:: TASK PROMPT ::
Locate every line in the records below that holds the word "highway" and return each one.

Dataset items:
+ + +

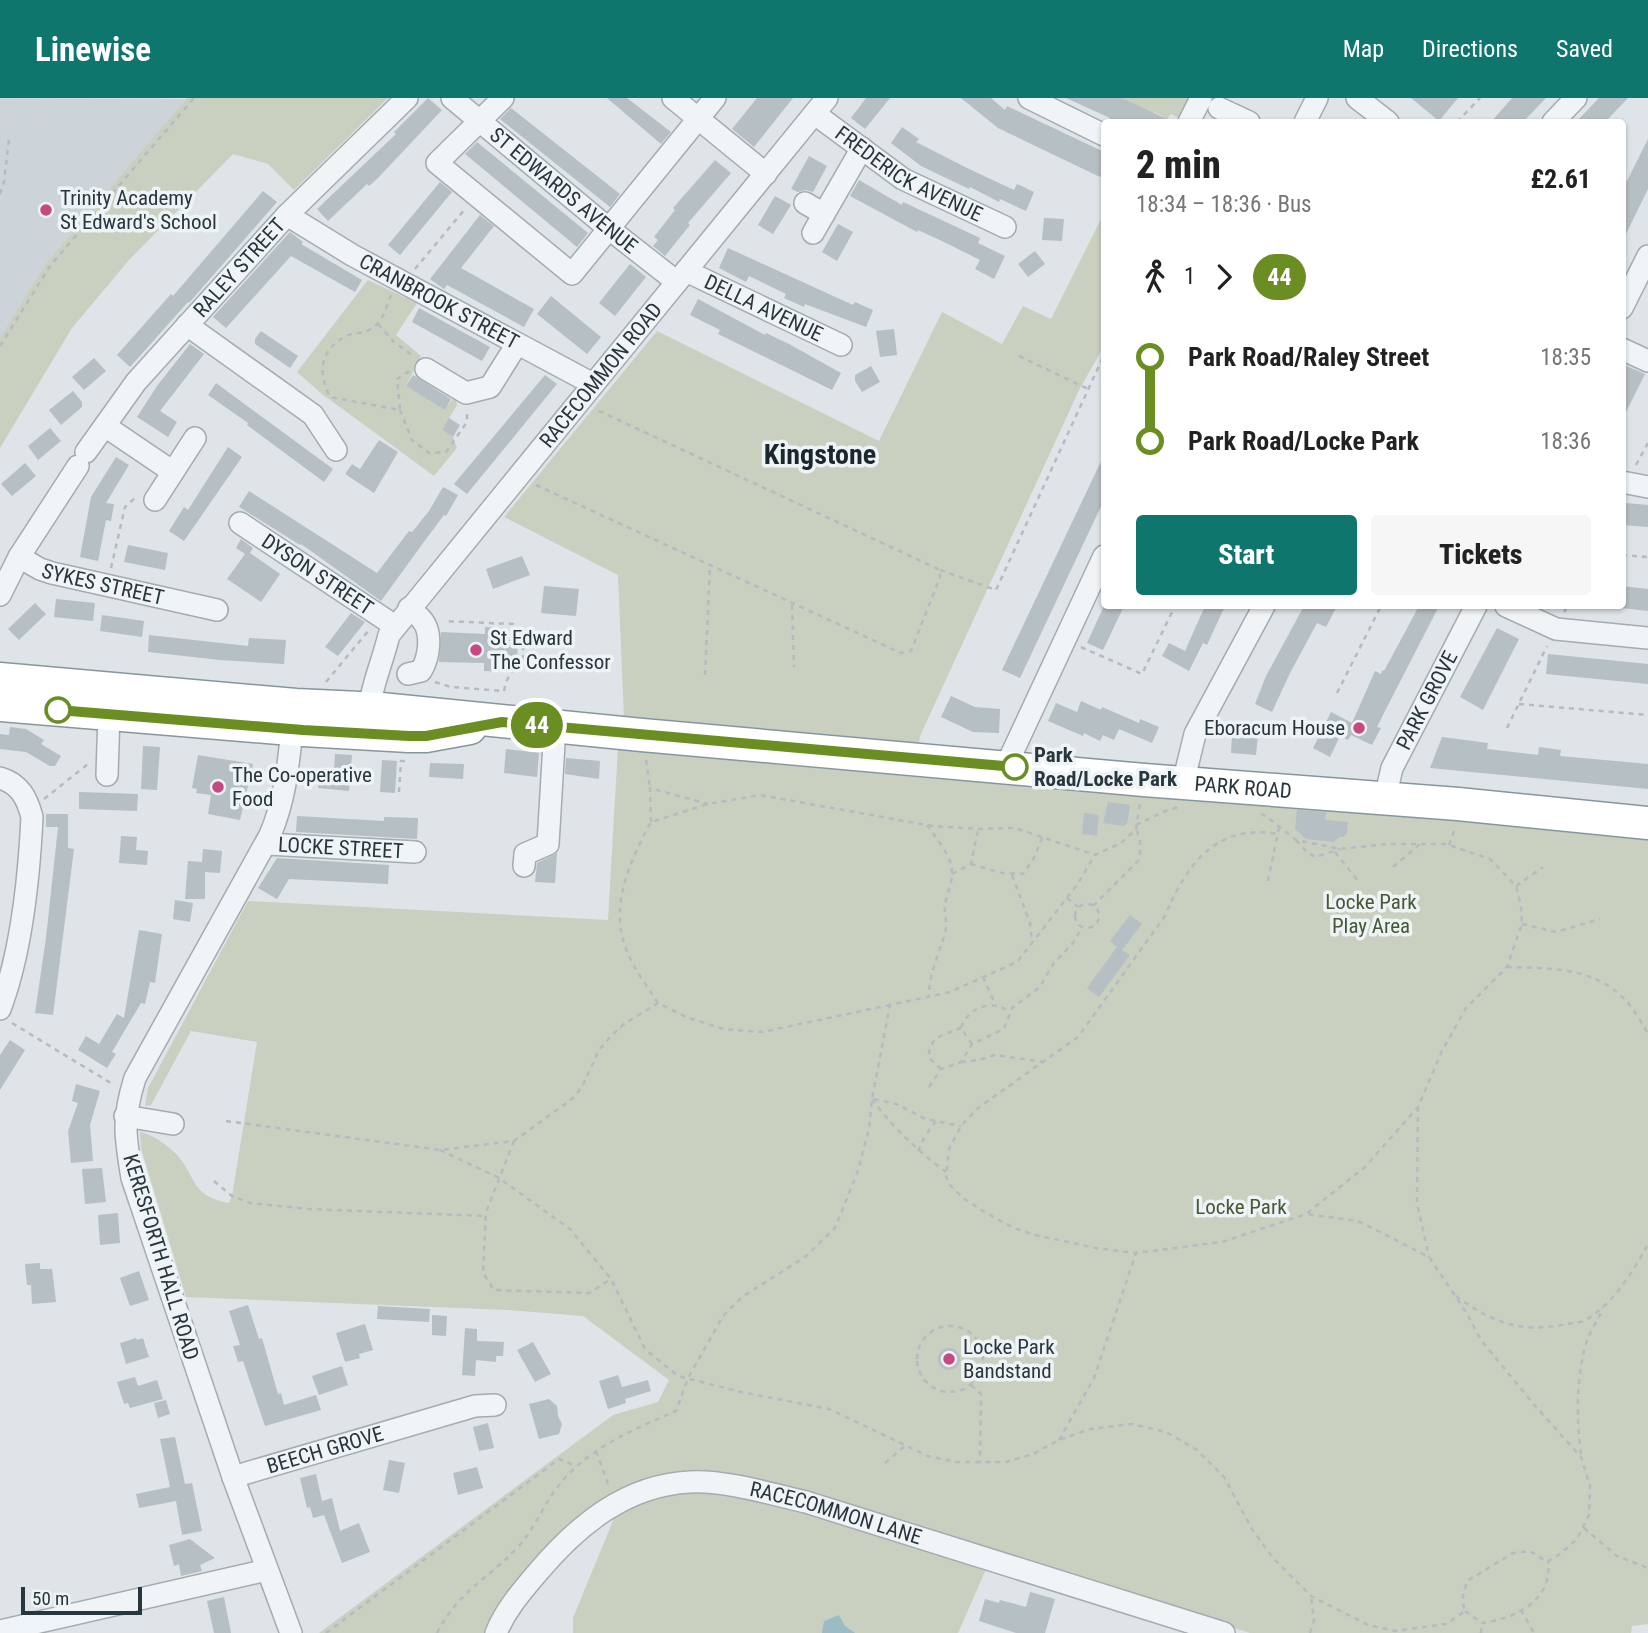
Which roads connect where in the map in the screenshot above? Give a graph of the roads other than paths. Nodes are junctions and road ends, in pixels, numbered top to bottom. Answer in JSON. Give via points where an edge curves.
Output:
{"nodes":[{"id":1,"x":407,"y":98,"type":"edge"},
{"id":2,"x":452,"y":98,"type":"edge"},
{"id":3,"x":503,"y":98,"type":"edge"},
{"id":4,"x":673,"y":98,"type":"edge"},
{"id":5,"x":715,"y":98,"type":"edge"},
{"id":6,"x":1029,"y":98,"type":"edge"},
{"id":7,"x":1317,"y":98,"type":"edge"},
{"id":8,"x":1357,"y":98,"type":"edge"},
{"id":9,"x":1576,"y":98,"type":"edge"},
{"id":10,"x":1210,"y":103,"type":"edge"},
{"id":11,"x":821,"y":106,"type":"edge"},
{"id":12,"x":698,"y":118,"type":"junction"},
{"id":13,"x":1192,"y":119,"type":"edge"},
{"id":14,"x":1244,"y":119,"type":"edge"},
{"id":15,"x":1306,"y":119,"type":"edge"},
{"id":16,"x":1384,"y":119,"type":"edge"},
{"id":17,"x":1556,"y":119,"type":"edge"},
{"id":18,"x":479,"y":121,"type":"junction"},
{"id":19,"x":1101,"y":134,"type":"edge"},
{"id":20,"x":862,"y":148,"type":"junction"},
{"id":21,"x":766,"y":174,"type":"junction"},
{"id":22,"x":804,"y":204,"type":"dead end"},
{"id":23,"x":824,"y":214,"type":"junction"},
{"id":24,"x":287,"y":215,"type":"junction"},
{"id":25,"x":608,"y":228,"type":"junction"},
{"id":26,"x":1005,"y":228,"type":"dead end"},
{"id":27,"x":813,"y":233,"type":"dead end"},
{"id":28,"x":1648,"y":256,"type":"edge"},
{"id":29,"x":682,"y":277,"type":"junction"},
{"id":30,"x":1626,"y":300,"type":"edge"},
{"id":31,"x":187,"y":325,"type":"junction"},
{"id":32,"x":517,"y":344,"type":"junction"},
{"id":33,"x":841,"y":345,"type":"dead end"},
{"id":34,"x":1626,"y":351,"type":"edge"},
{"id":35,"x":1648,"y":361,"type":"edge"},
{"id":36,"x":418,"y":366,"type":"road end"},
{"id":37,"x":593,"y":384,"type":"junction"},
{"id":38,"x":105,"y":426,"type":"junction"},
{"id":39,"x":195,"y":439,"type":"dead end"},
{"id":40,"x":336,"y":450,"type":"dead end"},
{"id":41,"x":173,"y":472,"type":"junction"},
{"id":42,"x":1626,"y":483,"type":"edge"},
{"id":43,"x":1648,"y":487,"type":"edge"},
{"id":44,"x":155,"y":500,"type":"road end"},
{"id":45,"x":240,"y":523,"type":"dead end"},
{"id":46,"x":12,"y":557,"type":"edge"},
{"id":47,"x":1101,"y":563,"type":"edge"},
{"id":48,"x":0,"y":595,"type":"edge"},
{"id":49,"x":1262,"y":609,"type":"edge"},
{"id":50,"x":1474,"y":609,"type":"edge"},
{"id":51,"x":1513,"y":609,"type":"edge"},
{"id":52,"x":217,"y":610,"type":"dead end"},
{"id":53,"x":417,"y":615,"type":"junction"},
{"id":54,"x":388,"y":621,"type":"junction"},
{"id":55,"x":1648,"y":638,"type":"edge"},
{"id":56,"x":414,"y":672,"type":"road end"},
{"id":57,"x":0,"y":679,"type":"edge"},
{"id":58,"x":0,"y":705,"type":"edge"},
{"id":59,"x":109,"y":714,"type":"junction"},
{"id":60,"x":299,"y":718,"type":"junction"},
{"id":61,"x":381,"y":724,"type":"junction"},
{"id":62,"x":555,"y":727,"type":"junction"},
{"id":63,"x":1006,"y":766,"type":"junction"},
{"id":64,"x":107,"y":775,"type":"dead end"},
{"id":65,"x":0,"y":778,"type":"edge"},
{"id":66,"x":1185,"y":795,"type":"junction"},
{"id":67,"x":1385,"y":798,"type":"junction"},
{"id":68,"x":1648,"y":823,"type":"edge"},
{"id":69,"x":267,"y":844,"type":"junction"},
{"id":70,"x":415,"y":852,"type":"dead end"},
{"id":71,"x":524,"y":866,"type":"dead end"},
{"id":72,"x":10,"y":923,"type":"edge"},
{"id":73,"x":4,"y":1015,"type":"edge"},
{"id":74,"x":125,"y":1116,"type":"junction"},
{"id":75,"x":173,"y":1124,"type":"dead end"},
{"id":76,"x":495,"y":1405,"type":"dead end"},
{"id":77,"x":233,"y":1477,"type":"junction"},
{"id":78,"x":267,"y":1570,"type":"junction"},
{"id":79,"x":288,"y":1631,"type":"edge"},
{"id":80,"x":0,"y":1632,"type":"edge"},
{"id":81,"x":496,"y":1633,"type":"edge"},
{"id":82,"x":1224,"y":1633,"type":"edge"}],
"edges":[{"from":1,"to":24,"type":"street","name":"RALEY STREET"},
{"from":2,"to":18,"type":"street","name":"ST EDWARDS AVENUE"},
{"from":3,"to":18,"type":"street"},
{"from":4,"to":12,"type":"street"},
{"from":5,"to":12,"type":"street"},
{"from":6,"to":19,"type":"street"},
{"from":7,"to":15,"type":"street"},
{"from":8,"to":16,"type":"street"},
{"from":9,"to":17,"type":"street"},
{"from":10,"to":13,"type":"street"},
{"from":10,"to":14,"type":"street"},
{"from":11,"to":20,"type":"street","name":"FREDERICK AVENUE"},
{"from":11,"to":21,"type":"street","name":"RACECOMMON ROAD"},
{"from":12,"to":21,"type":"street"},
{"from":12,"to":25,"type":"street"},
{"from":18,"to":25,"type":"street","name":"ST EDWARDS AVENUE"},
{"from":18,"to":25,"type":"street","via":[[437,163],[475,196],[572,274]]},
{"from":20,"to":23,"type":"street"},
{"from":20,"to":26,"type":"street","name":"FREDERICK AVENUE","via":[[903,178]]},
{"from":21,"to":29,"type":"street","name":"RACECOMMON ROAD"},
{"from":22,"to":23,"type":"street"},
{"from":23,"to":27,"type":"street"},
{"from":24,"to":31,"type":"street","name":"RALEY STREET"},
{"from":24,"to":32,"type":"street","name":"CRANBROOK STREET"},
{"from":25,"to":29,"type":"street","name":"ST EDWARDS AVENUE"},
{"from":28,"to":30,"type":"street"},
{"from":29,"to":33,"type":"street","name":"DELLA AVENUE"},
{"from":29,"to":37,"type":"street","name":"RACECOMMON ROAD"},
{"from":31,"to":38,"type":"street","name":"RALEY STREET","via":[[136,382]]},
{"from":31,"to":40,"type":"street","via":[[313,415]]},
{"from":32,"to":36,"type":"street","via":[[490,387],[466,393]]},
{"from":32,"to":37,"type":"street","name":"CRANBROOK STREET"},
{"from":34,"to":35,"type":"street"},
{"from":37,"to":53,"type":"street","name":"RACECOMMON ROAD"},
{"from":38,"to":41,"type":"street"},
{"from":38,"to":46,"type":"street","name":"RALEY STREET"},
{"from":39,"to":41,"type":"street"},
{"from":41,"to":44,"type":"street"},
{"from":42,"to":43,"type":"street"},
{"from":45,"to":54,"type":"street","name":"DYSON STREET"},
{"from":46,"to":48,"type":"street","name":"RALEY STREET"},
{"from":46,"to":52,"type":"street","name":"SYKES STREET","via":[[190,612]]},
{"from":47,"to":63,"type":"street"},
{"from":49,"to":66,"type":"street","via":[[1195,734]]},
{"from":50,"to":67,"type":"street","name":"PARK GROVE","via":[[1392,768]]},
{"from":51,"to":55,"type":"street","via":[[1556,629]]},
{"from":53,"to":54,"type":"street","name":"RACECOMMON ROAD"},
{"from":53,"to":56,"type":"street","via":[[428,636],[427,661]]},
{"from":54,"to":61,"type":"street","name":"RACECOMMON ROAD","via":[[389,635],[376,674]]},
{"from":57,"to":60,"type":"highway"},
{"from":58,"to":59,"type":"highway"},
{"from":59,"to":60,"type":"highway"},
{"from":59,"to":64,"type":"street"},
{"from":60,"to":61,"type":"highway","name":"PARK ROAD"},
{"from":60,"to":69,"type":"street","name":"KERESFORTH HALL ROAD","via":[[300,752]]},
{"from":61,"to":62,"type":"highway","name":"PARK ROAD","via":[[502,722]]},
{"from":62,"to":63,"type":"highway","name":"PARK ROAD"},
{"from":62,"to":71,"type":"street","via":[[548,844],[525,854]]},
{"from":63,"to":66,"type":"highway","name":"PARK ROAD","via":[[1144,780]]},
{"from":65,"to":72,"type":"street","via":[[20,789],[30,809],[31,830]]},
{"from":66,"to":67,"type":"highway","name":"PARK ROAD"},
{"from":67,"to":68,"type":"highway","name":"PARK ROAD"},
{"from":69,"to":70,"type":"street","name":"LOCKE STREET"},
{"from":69,"to":74,"type":"street","name":"KERESFORTH HALL ROAD","via":[[135,1078]]},
{"from":72,"to":73,"type":"street","via":[[10,982]]},
{"from":74,"to":75,"type":"street"},
{"from":74,"to":77,"type":"street","name":"KERESFORTH HALL ROAD","via":[[132,1178]]},
{"from":76,"to":77,"type":"street","name":"BEECH GROVE","via":[[475,1406]]},
{"from":77,"to":78,"type":"street","name":"KERESFORTH HALL ROAD"},
{"from":78,"to":79,"type":"street","name":"KERESFORTH HALL ROAD"},
{"from":78,"to":80,"type":"street"},
{"from":81,"to":82,"type":"street","name":"RACECOMMON LANE","via":[[508,1609],[572,1535],[616,1503],[644,1490],[691,1482],[741,1487],[806,1502]]}]}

+ + +

:: FINISHED EXERCISE ::
{"from":57,"to":60,"type":"highway"},
{"from":58,"to":59,"type":"highway"},
{"from":59,"to":60,"type":"highway"},
{"from":60,"to":61,"type":"highway","name":"PARK ROAD"},
{"from":61,"to":62,"type":"highway","name":"PARK ROAD","via":[[502,722]]},
{"from":62,"to":63,"type":"highway","name":"PARK ROAD"},
{"from":63,"to":66,"type":"highway","name":"PARK ROAD","via":[[1144,780]]},
{"from":66,"to":67,"type":"highway","name":"PARK ROAD"},
{"from":67,"to":68,"type":"highway","name":"PARK ROAD"},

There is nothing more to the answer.